» **Your instructions**
Search the records below for the word "dead", then return every line where it appears.

» **Stored data**
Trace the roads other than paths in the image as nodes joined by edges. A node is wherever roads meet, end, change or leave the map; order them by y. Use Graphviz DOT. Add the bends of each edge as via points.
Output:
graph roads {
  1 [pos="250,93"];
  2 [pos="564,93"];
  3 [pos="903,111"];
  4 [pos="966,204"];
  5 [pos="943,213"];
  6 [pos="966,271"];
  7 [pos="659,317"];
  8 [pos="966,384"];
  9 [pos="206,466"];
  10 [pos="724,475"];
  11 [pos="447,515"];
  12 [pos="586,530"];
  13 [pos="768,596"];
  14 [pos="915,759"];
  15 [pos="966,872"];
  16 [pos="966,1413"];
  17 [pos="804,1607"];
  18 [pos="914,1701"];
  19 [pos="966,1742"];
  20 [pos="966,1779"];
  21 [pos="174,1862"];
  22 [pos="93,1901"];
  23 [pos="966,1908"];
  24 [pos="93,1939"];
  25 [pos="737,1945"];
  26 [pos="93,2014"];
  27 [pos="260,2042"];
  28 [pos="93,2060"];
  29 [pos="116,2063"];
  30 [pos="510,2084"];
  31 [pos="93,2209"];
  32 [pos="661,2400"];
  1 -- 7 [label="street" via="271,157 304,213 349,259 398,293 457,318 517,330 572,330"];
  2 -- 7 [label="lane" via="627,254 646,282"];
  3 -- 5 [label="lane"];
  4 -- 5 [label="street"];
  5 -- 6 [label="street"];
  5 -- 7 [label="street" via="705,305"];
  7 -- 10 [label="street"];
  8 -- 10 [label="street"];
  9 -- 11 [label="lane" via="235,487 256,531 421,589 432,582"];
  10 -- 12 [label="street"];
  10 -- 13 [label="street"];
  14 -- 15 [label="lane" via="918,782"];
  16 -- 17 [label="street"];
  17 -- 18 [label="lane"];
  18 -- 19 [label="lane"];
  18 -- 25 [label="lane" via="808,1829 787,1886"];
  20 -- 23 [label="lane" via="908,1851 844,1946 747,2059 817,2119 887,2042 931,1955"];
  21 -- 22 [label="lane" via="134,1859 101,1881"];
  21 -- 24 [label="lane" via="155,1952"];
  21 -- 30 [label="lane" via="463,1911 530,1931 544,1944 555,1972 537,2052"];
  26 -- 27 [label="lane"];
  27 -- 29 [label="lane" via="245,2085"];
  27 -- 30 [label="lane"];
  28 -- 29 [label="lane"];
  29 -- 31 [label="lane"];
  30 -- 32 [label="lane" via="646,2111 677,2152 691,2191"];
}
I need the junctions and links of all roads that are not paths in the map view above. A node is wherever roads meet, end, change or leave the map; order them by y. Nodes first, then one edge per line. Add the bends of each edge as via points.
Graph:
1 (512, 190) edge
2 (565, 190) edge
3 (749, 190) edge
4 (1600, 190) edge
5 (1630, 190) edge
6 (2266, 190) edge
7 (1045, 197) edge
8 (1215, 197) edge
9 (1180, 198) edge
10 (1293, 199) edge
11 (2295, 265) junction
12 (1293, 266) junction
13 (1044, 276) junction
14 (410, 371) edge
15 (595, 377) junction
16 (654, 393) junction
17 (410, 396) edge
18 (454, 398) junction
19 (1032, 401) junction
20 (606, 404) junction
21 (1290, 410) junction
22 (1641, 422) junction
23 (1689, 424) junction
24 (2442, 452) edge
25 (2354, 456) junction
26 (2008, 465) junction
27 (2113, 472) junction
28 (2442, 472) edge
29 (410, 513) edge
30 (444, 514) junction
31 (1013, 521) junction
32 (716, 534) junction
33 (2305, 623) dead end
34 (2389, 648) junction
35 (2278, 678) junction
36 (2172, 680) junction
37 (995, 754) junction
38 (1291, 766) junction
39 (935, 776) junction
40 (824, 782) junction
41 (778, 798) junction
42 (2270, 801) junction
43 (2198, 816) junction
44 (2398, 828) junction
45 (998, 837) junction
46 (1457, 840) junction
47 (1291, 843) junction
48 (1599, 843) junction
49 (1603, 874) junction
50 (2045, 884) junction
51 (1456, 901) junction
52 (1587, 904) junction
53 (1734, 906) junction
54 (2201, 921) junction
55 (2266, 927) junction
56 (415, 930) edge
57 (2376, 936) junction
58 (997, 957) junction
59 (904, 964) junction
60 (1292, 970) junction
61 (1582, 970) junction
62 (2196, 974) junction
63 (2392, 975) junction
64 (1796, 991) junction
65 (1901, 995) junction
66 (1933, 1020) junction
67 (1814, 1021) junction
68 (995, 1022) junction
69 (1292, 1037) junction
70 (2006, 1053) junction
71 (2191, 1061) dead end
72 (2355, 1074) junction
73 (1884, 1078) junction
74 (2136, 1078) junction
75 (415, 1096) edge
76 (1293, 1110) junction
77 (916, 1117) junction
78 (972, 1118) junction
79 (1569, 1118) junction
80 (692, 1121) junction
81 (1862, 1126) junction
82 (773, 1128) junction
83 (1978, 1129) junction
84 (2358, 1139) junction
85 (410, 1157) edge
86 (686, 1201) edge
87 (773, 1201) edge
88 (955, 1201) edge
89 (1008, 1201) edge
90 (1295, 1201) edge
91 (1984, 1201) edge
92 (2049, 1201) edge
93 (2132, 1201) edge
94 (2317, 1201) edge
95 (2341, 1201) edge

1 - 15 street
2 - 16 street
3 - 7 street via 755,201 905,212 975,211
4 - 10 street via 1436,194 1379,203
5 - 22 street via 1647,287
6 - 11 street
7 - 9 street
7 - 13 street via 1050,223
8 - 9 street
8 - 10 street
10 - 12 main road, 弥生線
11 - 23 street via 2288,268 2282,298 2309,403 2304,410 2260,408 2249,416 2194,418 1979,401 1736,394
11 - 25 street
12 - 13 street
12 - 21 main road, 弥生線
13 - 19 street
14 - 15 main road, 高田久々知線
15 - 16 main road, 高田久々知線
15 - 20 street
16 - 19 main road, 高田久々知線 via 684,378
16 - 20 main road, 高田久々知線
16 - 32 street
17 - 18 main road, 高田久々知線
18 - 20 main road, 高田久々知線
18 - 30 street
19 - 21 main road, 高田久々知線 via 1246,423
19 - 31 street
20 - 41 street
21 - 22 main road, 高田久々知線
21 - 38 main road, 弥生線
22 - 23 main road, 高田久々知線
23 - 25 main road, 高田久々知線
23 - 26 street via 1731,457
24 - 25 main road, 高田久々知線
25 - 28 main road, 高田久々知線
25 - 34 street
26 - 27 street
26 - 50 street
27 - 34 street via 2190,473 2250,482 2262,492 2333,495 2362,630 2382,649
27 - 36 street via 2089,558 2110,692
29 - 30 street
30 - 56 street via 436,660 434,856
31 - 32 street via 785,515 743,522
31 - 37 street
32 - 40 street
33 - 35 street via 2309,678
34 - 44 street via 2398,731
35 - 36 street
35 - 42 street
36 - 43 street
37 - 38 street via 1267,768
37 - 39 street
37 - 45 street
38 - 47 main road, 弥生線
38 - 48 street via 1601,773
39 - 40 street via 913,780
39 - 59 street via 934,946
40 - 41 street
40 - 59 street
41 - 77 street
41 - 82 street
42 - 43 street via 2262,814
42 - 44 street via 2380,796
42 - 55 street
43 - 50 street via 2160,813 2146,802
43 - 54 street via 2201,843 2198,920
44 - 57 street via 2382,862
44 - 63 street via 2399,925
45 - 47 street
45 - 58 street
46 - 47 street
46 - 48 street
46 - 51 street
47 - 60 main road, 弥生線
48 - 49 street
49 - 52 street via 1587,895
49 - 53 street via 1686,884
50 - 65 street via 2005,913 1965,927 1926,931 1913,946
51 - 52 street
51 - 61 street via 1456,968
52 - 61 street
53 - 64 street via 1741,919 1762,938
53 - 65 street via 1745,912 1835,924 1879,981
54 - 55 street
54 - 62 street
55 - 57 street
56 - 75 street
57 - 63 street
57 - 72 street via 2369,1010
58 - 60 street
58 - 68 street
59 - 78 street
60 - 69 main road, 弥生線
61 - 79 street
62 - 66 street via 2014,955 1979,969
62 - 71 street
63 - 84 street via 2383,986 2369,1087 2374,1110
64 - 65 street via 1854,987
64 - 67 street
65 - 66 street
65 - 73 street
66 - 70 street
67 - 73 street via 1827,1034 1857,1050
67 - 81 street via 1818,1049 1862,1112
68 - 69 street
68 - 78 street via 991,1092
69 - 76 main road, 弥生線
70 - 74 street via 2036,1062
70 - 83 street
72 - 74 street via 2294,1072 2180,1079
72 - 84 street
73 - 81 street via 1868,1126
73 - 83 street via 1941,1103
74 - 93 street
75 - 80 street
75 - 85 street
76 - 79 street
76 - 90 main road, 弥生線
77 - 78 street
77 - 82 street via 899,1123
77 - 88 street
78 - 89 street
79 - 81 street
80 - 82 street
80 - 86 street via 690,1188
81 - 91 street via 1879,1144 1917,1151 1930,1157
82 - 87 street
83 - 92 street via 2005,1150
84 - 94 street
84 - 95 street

» **Solution for this exercise**
33 (2305, 623) dead end
71 (2191, 1061) dead end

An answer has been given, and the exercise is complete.